■ **Material for this exercise**:
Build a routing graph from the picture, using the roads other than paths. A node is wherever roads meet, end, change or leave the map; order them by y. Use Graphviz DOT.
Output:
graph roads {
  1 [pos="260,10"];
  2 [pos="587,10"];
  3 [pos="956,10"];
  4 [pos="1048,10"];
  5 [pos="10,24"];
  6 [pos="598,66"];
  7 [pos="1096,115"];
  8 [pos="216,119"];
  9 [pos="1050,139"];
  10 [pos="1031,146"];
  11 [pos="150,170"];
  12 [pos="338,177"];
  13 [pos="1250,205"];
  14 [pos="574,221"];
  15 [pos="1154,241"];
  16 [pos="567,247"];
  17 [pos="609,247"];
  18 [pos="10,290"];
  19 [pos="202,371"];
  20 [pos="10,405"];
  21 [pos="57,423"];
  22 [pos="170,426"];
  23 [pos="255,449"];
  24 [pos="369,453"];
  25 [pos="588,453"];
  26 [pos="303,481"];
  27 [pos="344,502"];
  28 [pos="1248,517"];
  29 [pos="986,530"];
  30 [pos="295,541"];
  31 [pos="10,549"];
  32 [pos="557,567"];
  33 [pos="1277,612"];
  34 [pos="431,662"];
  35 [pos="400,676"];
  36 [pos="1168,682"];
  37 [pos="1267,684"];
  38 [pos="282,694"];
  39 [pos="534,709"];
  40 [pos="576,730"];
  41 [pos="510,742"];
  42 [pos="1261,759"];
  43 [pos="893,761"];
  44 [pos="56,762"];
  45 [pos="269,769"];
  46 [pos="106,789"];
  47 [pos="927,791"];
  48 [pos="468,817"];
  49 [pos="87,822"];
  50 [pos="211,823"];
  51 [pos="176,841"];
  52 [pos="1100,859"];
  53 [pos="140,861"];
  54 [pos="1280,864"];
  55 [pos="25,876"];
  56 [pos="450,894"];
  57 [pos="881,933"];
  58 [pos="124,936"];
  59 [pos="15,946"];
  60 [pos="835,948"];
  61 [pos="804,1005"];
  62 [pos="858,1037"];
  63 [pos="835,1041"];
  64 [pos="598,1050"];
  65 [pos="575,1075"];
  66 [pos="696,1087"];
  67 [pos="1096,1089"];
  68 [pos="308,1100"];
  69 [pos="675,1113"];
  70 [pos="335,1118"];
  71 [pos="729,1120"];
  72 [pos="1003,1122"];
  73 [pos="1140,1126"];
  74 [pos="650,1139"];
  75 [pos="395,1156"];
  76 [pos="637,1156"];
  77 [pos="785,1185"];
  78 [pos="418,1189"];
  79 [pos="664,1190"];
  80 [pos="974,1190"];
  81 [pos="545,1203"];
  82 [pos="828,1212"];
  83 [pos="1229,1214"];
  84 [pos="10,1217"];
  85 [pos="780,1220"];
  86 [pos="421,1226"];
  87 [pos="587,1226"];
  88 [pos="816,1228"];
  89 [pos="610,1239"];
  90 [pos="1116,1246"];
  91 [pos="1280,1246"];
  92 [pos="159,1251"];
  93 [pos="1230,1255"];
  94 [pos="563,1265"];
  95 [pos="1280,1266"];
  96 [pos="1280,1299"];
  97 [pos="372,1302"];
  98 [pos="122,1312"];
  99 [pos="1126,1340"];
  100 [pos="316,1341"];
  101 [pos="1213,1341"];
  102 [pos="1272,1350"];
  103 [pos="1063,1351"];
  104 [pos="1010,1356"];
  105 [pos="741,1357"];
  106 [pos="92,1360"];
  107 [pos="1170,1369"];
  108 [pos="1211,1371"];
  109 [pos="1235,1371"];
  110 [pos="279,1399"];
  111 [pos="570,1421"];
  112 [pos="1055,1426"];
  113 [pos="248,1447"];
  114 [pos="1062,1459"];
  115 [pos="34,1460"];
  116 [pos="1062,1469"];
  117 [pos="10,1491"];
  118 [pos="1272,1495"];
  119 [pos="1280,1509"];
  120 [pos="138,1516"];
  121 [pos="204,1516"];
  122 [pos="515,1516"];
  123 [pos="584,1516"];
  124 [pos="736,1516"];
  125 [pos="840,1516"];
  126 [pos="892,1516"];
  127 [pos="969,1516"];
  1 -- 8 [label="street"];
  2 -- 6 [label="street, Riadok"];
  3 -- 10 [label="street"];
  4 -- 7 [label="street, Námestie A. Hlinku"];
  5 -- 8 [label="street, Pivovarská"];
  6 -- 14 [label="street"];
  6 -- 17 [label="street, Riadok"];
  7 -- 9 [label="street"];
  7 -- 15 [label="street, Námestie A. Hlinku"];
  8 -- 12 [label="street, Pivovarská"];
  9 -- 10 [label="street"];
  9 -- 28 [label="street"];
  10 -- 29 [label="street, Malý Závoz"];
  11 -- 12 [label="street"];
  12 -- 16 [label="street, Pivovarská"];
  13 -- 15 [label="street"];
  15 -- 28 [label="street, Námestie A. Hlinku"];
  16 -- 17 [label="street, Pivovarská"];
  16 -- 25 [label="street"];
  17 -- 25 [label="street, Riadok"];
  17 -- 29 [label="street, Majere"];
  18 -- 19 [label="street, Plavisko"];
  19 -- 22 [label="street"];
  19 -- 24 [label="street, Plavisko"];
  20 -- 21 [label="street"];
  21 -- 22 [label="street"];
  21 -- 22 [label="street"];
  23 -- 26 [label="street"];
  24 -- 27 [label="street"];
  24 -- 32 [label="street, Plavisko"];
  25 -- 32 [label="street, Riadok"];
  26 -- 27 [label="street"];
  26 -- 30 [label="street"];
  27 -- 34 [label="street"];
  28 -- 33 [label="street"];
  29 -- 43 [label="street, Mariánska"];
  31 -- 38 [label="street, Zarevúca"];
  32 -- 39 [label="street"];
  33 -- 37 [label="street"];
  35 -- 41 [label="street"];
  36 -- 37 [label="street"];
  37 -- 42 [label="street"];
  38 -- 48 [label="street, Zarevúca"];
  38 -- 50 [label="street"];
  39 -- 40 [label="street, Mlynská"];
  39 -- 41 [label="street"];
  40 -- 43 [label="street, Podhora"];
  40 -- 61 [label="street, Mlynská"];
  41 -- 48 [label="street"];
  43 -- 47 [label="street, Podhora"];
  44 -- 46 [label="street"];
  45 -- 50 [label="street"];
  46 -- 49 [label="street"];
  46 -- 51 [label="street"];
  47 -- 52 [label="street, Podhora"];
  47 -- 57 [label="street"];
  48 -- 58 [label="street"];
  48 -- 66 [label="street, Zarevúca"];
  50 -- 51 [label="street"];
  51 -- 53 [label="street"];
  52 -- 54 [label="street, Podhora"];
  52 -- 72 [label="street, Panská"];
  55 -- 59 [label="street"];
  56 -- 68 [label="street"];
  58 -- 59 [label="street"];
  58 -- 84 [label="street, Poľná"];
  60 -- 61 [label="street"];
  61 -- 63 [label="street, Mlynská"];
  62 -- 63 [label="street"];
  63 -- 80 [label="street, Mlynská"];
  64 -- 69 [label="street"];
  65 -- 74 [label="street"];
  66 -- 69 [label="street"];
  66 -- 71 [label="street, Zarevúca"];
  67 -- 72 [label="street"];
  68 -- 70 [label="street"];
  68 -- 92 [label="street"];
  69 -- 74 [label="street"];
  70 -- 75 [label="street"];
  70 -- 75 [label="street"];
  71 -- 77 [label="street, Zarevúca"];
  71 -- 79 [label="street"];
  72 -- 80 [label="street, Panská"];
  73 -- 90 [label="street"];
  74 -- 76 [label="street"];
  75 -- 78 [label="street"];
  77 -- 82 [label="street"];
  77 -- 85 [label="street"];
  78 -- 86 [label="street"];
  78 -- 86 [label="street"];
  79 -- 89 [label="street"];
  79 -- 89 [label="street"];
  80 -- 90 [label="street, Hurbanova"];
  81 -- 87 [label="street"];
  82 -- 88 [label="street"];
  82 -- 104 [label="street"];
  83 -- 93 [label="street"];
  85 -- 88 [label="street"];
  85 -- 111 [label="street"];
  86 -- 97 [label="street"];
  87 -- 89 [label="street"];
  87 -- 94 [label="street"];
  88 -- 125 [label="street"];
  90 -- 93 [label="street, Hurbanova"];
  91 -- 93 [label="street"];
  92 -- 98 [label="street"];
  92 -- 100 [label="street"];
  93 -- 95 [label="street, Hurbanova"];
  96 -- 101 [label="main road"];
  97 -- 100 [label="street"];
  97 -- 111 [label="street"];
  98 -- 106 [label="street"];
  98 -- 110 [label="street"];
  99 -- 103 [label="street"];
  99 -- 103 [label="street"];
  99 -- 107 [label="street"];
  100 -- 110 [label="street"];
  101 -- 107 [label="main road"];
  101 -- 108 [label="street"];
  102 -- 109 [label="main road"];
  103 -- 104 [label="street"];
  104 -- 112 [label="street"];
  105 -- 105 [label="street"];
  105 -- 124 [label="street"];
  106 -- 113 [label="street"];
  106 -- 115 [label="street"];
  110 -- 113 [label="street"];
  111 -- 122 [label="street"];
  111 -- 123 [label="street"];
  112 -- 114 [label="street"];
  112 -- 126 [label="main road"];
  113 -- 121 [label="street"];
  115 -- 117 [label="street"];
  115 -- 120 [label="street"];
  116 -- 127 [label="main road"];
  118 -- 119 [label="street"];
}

■ **Requirement**:
Say how many lines in this listing hold the string "Námestie", giving the count and nothing more.

■ **Response below**:
3